What is Shareholder Protection?

A shareholder protection policy can enable a cash sum to be paid to the surviving shareholders. Which can be used to purchase the deceased owner’s shares. The memorandum of Articles of Association for the business will dictate what happens to an owners shares if they pass away. However, we often see that the shares would pass to the deceased owner’s family/ estate. A Shareholder Protection Policy should be coupled with an appropriate signed agreement.

A Shareholder Protection Policy ensures that:

  • Remaining owners retain total control of the business
  • It is possible to include Critical Illness cover so that if the life assured suffers a stroke for example, then the life assured can force the remaining shareholders to buy their shares if desired

“47% have left no instructions in their will or special
arrangements regarding shares in their business.”
[Legal and General Business Protection State of the Nation’s SMEs report 2019]

  • Case Study

    Company Ltd are a small-medium sized firm of Chartered Accountants who have 3 shareholders. The 3 shareholders have a meeting and realise that they don’t have a formal agreement in place to show what would happen if any of them passed away or became critically ill.

    Upon discussion with their adviser, they conclude that if any of them do pass away, they would like to enable the other 2 shareholders to buy up the deceased’s interest. They all also agree that they would like the option to be available for their families to sell their shares should they pass away, as there is no one in the family who has the relevant credentials to take up their position. The company therefore take out a shareholder protection policy on each of the owners, the sum assured for each policy equates to the current value of each life assured’s share. The policies are then written into individual business trusts and the appropriate cross-option agreements are completed.

    3 years later, shareholder A passes away.

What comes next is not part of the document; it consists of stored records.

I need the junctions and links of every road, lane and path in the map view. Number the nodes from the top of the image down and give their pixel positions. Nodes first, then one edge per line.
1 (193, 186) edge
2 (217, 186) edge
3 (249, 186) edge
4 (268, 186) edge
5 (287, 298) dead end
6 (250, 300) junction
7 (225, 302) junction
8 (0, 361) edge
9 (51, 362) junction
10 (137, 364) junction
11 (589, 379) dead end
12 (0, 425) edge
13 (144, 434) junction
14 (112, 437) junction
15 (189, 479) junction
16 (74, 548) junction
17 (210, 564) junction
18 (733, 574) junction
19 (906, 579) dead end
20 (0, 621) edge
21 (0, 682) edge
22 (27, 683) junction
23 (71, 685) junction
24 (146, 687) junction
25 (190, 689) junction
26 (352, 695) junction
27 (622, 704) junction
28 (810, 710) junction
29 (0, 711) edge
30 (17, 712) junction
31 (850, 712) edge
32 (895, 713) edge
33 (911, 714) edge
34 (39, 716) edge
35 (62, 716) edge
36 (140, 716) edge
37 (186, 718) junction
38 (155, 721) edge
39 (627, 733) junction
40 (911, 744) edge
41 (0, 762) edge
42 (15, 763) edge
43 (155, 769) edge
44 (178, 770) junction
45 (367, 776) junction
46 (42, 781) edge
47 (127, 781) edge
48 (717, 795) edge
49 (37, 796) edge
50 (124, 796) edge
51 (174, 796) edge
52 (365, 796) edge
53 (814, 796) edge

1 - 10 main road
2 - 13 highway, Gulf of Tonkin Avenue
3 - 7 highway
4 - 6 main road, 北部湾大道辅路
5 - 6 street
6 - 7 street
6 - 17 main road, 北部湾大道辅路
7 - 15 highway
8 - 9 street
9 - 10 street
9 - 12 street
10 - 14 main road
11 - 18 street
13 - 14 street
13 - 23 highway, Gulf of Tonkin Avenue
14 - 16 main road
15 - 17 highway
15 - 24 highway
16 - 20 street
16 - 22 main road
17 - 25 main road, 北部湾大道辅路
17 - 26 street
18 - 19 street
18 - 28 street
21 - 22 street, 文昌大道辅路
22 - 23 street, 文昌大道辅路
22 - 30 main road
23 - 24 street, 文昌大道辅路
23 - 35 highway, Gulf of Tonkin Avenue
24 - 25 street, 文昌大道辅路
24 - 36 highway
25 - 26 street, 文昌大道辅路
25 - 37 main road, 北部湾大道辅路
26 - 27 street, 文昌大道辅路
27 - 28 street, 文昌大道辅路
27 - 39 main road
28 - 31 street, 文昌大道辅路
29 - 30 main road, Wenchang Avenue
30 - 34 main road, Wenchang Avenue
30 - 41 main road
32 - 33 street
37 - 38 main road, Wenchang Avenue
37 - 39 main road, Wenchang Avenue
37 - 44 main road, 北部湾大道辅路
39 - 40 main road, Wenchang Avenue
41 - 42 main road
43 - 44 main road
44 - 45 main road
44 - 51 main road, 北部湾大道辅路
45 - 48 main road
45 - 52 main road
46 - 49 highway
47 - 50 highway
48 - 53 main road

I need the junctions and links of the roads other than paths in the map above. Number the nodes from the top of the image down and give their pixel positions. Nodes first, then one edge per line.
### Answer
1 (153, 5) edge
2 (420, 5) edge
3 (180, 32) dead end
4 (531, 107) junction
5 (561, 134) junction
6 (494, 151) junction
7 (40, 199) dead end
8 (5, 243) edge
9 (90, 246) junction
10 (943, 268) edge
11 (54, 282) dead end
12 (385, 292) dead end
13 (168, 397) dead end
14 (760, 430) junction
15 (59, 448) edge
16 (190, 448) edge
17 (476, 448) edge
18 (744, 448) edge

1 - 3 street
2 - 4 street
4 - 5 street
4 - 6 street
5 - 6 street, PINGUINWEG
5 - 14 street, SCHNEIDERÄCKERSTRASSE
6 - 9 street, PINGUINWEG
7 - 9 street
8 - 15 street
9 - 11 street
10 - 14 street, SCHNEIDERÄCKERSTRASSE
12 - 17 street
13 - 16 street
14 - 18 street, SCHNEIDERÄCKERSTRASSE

The claim is agreed by the insurance provider and the sum assured is paid to the business. Shareholders B & C then use the sum assured to buy the shares from shareholder A’s estate/family.

Why is a cross option agreement needed?

It is vital to ensure an appropriate cross option agreement (sometimes called a double option agreement) is in place. This will enable the living owners to buy the shares from the deceased’s family/estate if they wish. It also allows the deceased’s family/executors to force the sale of shares to the remaining owners if they so wish.

In the event of a critical illness claim, a single option agreement only allows for the life assured to force the remaining shareholders to buy their shares. It does not allow the remaining shareholders to force the life assured to sell his shares as they may plan on returning to work once they have recovered from the critical illness.

Please note that neither Future Proof or St. James Place are able to facilitate or advise on Single/ Cross Option Agreements. You should obtain the assistance of your Accountant or a Solicitor.

Who pays the premiums?

Payment of the premiums will depend on the nature and terms of the arrangement. We can provide further information around this once we understand more about the structure and requirements of the business.

The premiums are collected by monthly direct debit. An annual direct debit payment is also usually an option.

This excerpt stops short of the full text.